Now this is where it gets messy. This is where you really need to pay attention. Fact: WB did not email me me the text of RK’s posts or comments on my work. The Gabaldon discussion forum is public, and anybody who has a Yahoo identity can join the group and read the posts. It’s true that WB mentioned RK’s posts, but that’s it. I see nothing wrong in that; she was asking for clarification, and I provided it. Some of the fen over at the Gabaldon forum were upset, however, and WB heard about it from RK and from others as well. I know this because WB told me.

I am a little confused why RK should be surprised that something posted on a public forum might indeed be more widely read. It also seems less than logical to me to accuse WB of bad etiquette for sharing posts from the Gabaldon forum. After all, RK got hold of my post on this whole mess somehow, most likely because somebody pointed her to it.

So let’s be clear.

1. WB did nothing wrong. She likes Diana’s books, she likes my books, she was confused and taken aback by the tone of something she read and so she asked about it. I went and had a look, and answered.

2. RK is entitled to her opinion about my work. The tone of her review is not what I would call professional or balanced or respectful, but it is certainly strongly emotive. Again: that is her right. She can be as vocally negative as she likes; she can stick her tongue out at me and blow raspberries, if it makes her feel better. Following from that, it’s also true that other people are free to agree or disagree with her, on that board or this one. I have to point out though that anyone who publically reviews a book is in fact opening up a discussion, and that in judging, they will also be judged.

3. I defend RK’s right to be negative about my books, just as I defended Beth’s right to post a negative review of one of Diana’s books. And I must point out again: Beth’s review did not appear here. I did not endorse it because I haven’t read the book. I did open up a discussion on the topic of negative reviews, pointing to Beth’s website. I did make it clear that I admired her for her willingness to put her neck out, and for her obvious love and admiration of the early books in the Outlander series. Apparently some few Gabaldon fans are still angry at me for supporting Beth’s right to post her opinions. I wonder if they will also be mad at me for supporting RK’s negative evaluation of my work.

I harbor no deep resentment toward RK, no anger or need for revenge. On the other hand, I feel no need to try to win her over, as she suggests I should. If anything at all was offensive in her posts, it was this idea that it is somehow my obligation to convince anybody of the value of my work. I suppose I could email authors who have written books that didn’t work for me. I could get in touch with John Updike or Nora Roberts or Jodi Picoult or Stephen King or Toni Morrison and offer them the opportunity to pitch their books to me, but then that would be presumptuous and less than respectful.

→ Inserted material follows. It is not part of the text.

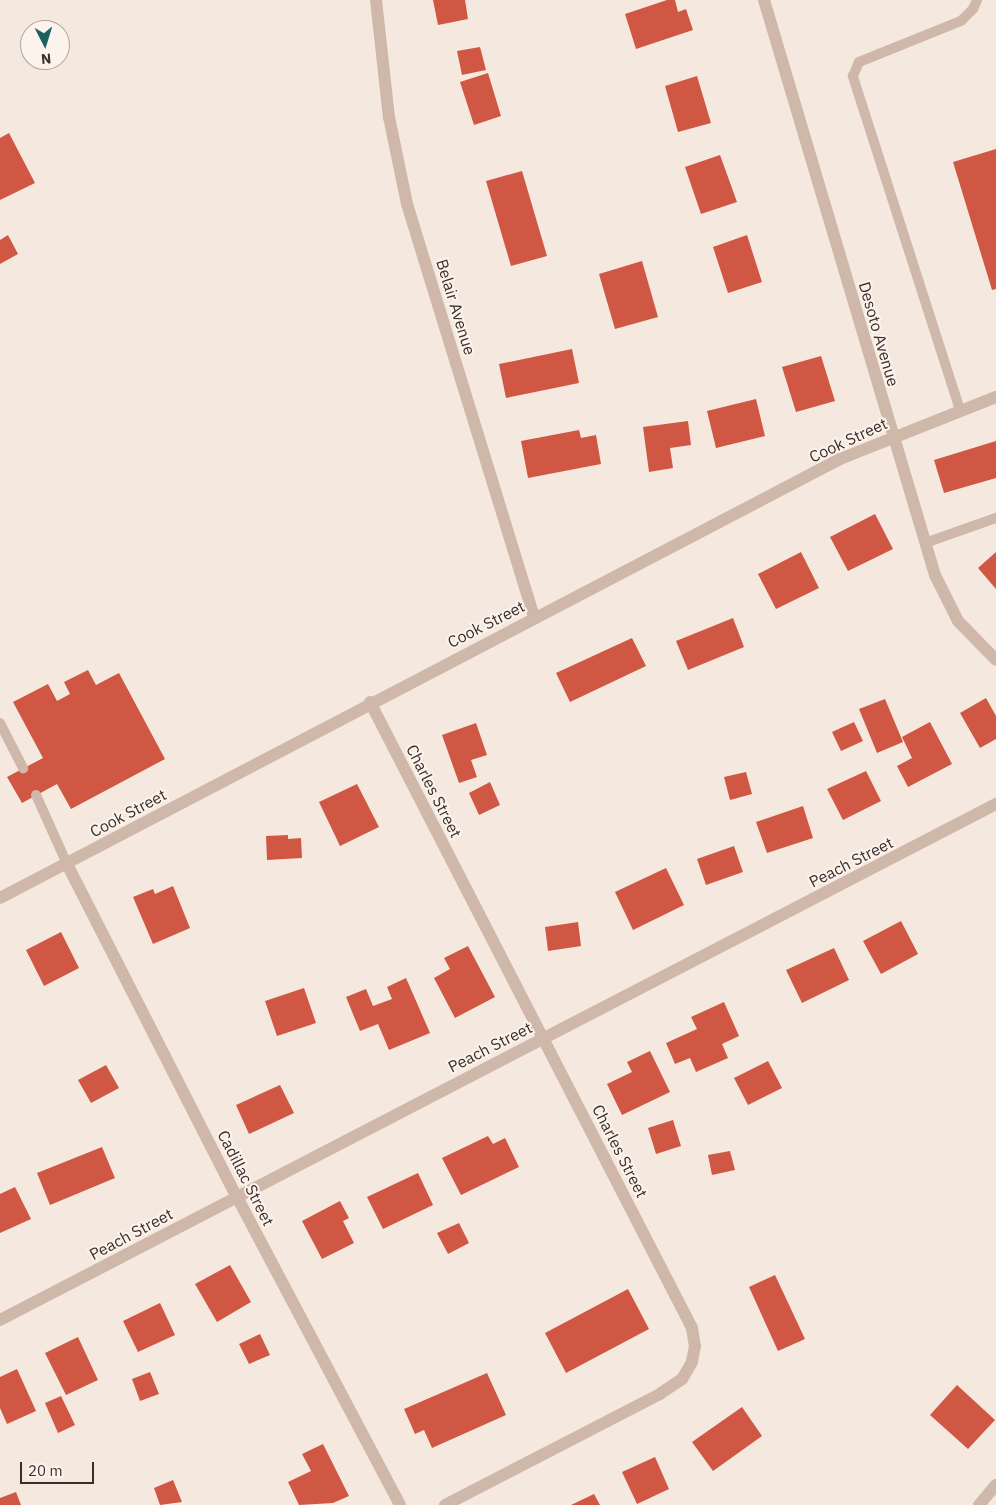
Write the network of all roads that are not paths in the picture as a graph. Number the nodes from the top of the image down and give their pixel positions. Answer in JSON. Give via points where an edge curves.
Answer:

Finally, a point I need to make: In the course of all this back and forth, bits were copied from my website onto the Gabaldon forum boards. And I’m fine with that — I make the material public, and people are free to share it as long as it’s not done in a misleading way.

***I will point out that it has been postulated that there are only so many plots out there, and everything is a rehashing of something else. Certainly time travel has been done before, as have novels about Scotland, Revolutionary America, and the War of 1812. I have always said quite openly that I got the idea for ITW from an exercise where I put some of Jane Austen’s characters in the same room with some of Fenimore Cooper’s characters. Sparks flew, and ideas sprouted, and here I am five books later.